Dieses außergewöhnliche Werk der späten Neugotik, das auf besondere Weise die frühe Pfarrgeschichte von St. Paul widerspiegelt, ist im Dezember 2010 hundert Jahre alt geworden.
Entworfen hat den knapp fünf Meter hohen Altar, der im linken Querschiff aufgestellt ist, Stephan Mattar. Er ist auch der Architekt der 1905-1908 erbauten Kirche. August Schmidt fertigte den Altaraufbau mit seiner kunstvollen Architektur im Stil der Spätgotik an. Das Figurenwerk schnitzte Alexander Iven.
Unter einem Stichbogen sind vier Kirchenlehrer versammelt, die die Marienverehrung in besonderer Weise gefördert haben: der heilige Bernhard von Clairvaux, der heilige Hieronymus mit rotem Kardinalshut, der heilige Augustinus mit Buch und Feder sowie der heilige Johannes Damascenus, der ein Marienbild hält mit dem Spruchband: "O gütige, o milde, o süße J(un)g(frau) Maria".
Das Herzstück des Altars bildet die Schutzmantelmadonna, deren ausgebreiteter Mantel von vier Engeln gehalten wird. Das Jesuskind wendet sich segnend den Frauen der Pfarrei zu, die auf der rechten Seite Zuflucht suchen. Im Vordergrund kniet eine Vinzentinerin mit der damals üblichen Flügelhaube, die sich zu einem Säugling hinbeugt. Sie steht stellvertretend für die Vinzenzschwestern, die im nahegelegenen Maria-Hilf-Kloster in der Rolandstraße Mädchen aus sozial schwachen Familien betreuten. Die Herren des Kirchenvorstandes, darunter auch Ludwig Stollwerck, haben sich auf der linken Seite versammelt. Vorne knien Kardinal Paulus Melchers, zu dessen Gedächtnis die Pauluskirche errichtet wurde, und der erste Pfarrer von St. Paul, Peter Haas, der bereits 1907 verstorben war.
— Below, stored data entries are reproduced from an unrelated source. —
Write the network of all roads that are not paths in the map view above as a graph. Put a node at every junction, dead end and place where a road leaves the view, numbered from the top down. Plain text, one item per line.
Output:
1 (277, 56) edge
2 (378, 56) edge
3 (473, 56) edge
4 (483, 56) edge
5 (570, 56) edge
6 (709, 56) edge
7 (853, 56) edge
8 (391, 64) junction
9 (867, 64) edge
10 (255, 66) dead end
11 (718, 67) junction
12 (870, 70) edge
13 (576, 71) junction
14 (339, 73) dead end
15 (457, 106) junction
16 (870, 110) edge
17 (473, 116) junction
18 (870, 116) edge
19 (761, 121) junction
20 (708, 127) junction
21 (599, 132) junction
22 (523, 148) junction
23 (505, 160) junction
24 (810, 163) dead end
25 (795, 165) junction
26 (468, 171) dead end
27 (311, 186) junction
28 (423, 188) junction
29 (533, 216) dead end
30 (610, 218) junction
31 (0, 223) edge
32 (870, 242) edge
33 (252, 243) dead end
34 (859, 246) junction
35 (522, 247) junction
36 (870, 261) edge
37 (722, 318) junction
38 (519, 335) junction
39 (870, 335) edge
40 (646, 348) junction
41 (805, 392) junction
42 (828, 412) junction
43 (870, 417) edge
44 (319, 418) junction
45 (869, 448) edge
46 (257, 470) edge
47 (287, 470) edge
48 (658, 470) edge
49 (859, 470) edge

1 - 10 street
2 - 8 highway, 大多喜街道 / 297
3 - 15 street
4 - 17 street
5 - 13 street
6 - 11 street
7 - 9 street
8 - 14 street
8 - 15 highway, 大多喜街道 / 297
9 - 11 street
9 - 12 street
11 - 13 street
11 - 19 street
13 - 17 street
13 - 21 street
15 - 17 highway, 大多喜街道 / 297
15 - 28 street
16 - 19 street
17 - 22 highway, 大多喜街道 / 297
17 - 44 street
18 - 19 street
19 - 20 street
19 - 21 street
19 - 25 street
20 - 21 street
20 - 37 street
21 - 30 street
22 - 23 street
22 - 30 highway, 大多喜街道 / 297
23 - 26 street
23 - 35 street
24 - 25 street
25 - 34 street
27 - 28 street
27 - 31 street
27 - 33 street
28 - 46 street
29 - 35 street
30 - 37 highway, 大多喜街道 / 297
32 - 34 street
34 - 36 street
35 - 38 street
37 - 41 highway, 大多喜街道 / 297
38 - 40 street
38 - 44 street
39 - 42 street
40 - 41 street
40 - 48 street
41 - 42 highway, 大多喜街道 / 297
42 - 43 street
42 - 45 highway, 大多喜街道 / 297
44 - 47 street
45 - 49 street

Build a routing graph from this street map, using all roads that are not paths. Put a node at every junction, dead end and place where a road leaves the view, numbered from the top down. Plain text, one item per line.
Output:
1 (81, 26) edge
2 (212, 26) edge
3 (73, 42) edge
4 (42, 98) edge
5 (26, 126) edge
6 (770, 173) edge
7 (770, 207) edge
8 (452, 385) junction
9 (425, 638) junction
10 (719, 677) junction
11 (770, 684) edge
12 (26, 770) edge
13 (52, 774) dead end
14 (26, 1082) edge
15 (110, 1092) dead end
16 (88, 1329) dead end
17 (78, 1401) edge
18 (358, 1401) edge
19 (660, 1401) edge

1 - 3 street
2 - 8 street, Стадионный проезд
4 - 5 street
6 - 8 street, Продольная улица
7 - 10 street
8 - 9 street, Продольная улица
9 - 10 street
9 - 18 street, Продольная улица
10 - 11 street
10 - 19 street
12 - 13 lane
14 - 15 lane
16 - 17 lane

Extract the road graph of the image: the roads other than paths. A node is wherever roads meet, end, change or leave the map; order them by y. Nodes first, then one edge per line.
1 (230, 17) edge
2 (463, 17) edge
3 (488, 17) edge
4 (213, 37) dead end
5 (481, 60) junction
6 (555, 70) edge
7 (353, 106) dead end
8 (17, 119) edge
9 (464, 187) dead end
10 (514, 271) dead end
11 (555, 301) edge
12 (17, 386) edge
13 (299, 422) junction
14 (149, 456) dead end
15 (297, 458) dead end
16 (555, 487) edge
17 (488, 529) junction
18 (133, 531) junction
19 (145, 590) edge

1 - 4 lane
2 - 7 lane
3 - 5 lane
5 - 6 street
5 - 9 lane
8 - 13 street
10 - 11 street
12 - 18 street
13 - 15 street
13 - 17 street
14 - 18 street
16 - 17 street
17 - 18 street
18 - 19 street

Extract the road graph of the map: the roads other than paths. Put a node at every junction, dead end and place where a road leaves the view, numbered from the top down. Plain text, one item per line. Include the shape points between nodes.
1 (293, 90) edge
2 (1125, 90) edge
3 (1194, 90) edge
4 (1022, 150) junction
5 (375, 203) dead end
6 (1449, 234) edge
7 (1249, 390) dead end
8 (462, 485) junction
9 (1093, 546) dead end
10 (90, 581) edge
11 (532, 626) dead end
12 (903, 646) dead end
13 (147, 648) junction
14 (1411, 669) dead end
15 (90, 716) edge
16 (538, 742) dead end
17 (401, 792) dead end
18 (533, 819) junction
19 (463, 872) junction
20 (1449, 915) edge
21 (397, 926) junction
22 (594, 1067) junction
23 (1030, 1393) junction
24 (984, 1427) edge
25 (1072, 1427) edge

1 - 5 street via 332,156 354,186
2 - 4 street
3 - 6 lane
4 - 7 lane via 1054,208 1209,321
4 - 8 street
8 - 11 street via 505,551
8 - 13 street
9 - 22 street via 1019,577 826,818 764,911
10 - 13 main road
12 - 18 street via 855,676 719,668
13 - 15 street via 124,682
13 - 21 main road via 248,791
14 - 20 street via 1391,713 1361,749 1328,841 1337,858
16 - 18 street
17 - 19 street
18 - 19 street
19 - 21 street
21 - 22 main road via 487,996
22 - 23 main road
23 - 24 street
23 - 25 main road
Auf den beiden Altarflügeln sind die beiden Stifterinnen mit ihren Namens-patroninnen verewigt: links oben die heilige Gertrud und rechts oben die heilige Katharina von Alexandrien.
Die Stifterinnen Gertrud Vogt und Katharina Aberdahn sind von Spruch-bändern umgeben. Darauf ist zu lesen: "Maria breit den Mantel aus, mach ein Schutz und Schirm daraus/ lass uns alle drunter stehen, bis die Feindt vorübergehen."
Wird der Altar geschlossen, so zeigt die schlichte Außenseite der Flügel Spruchbänder mit dem "Gegrüßet seist Du, Maria".
Da im zweiten Weltkrieg einige Bestandteile des Altars verlorengegangen waren, wurde in den Nachkriegsjahrzehnten lediglich die Schutzmantelmadonna im linken Seitenschiff der Kirche aufgehängt. Die übrigen noch vorhandenen Teile waren sichtbar oder versteckt in der Kirche verteilt. Nachdem die Denkmalbehörde sich für eine originalgetreue Wiederaufstellung einsetzte, wurden die Teile des Marienaltars restauriert. Fehlende Stücke mussten nach historischen Fotografien rekonstruiert werden. Karl Heinz und Christoph Müller führten die Arbeiten aus.
Seit 1992 steht der restaurierte Altar wieder an seinem Platz.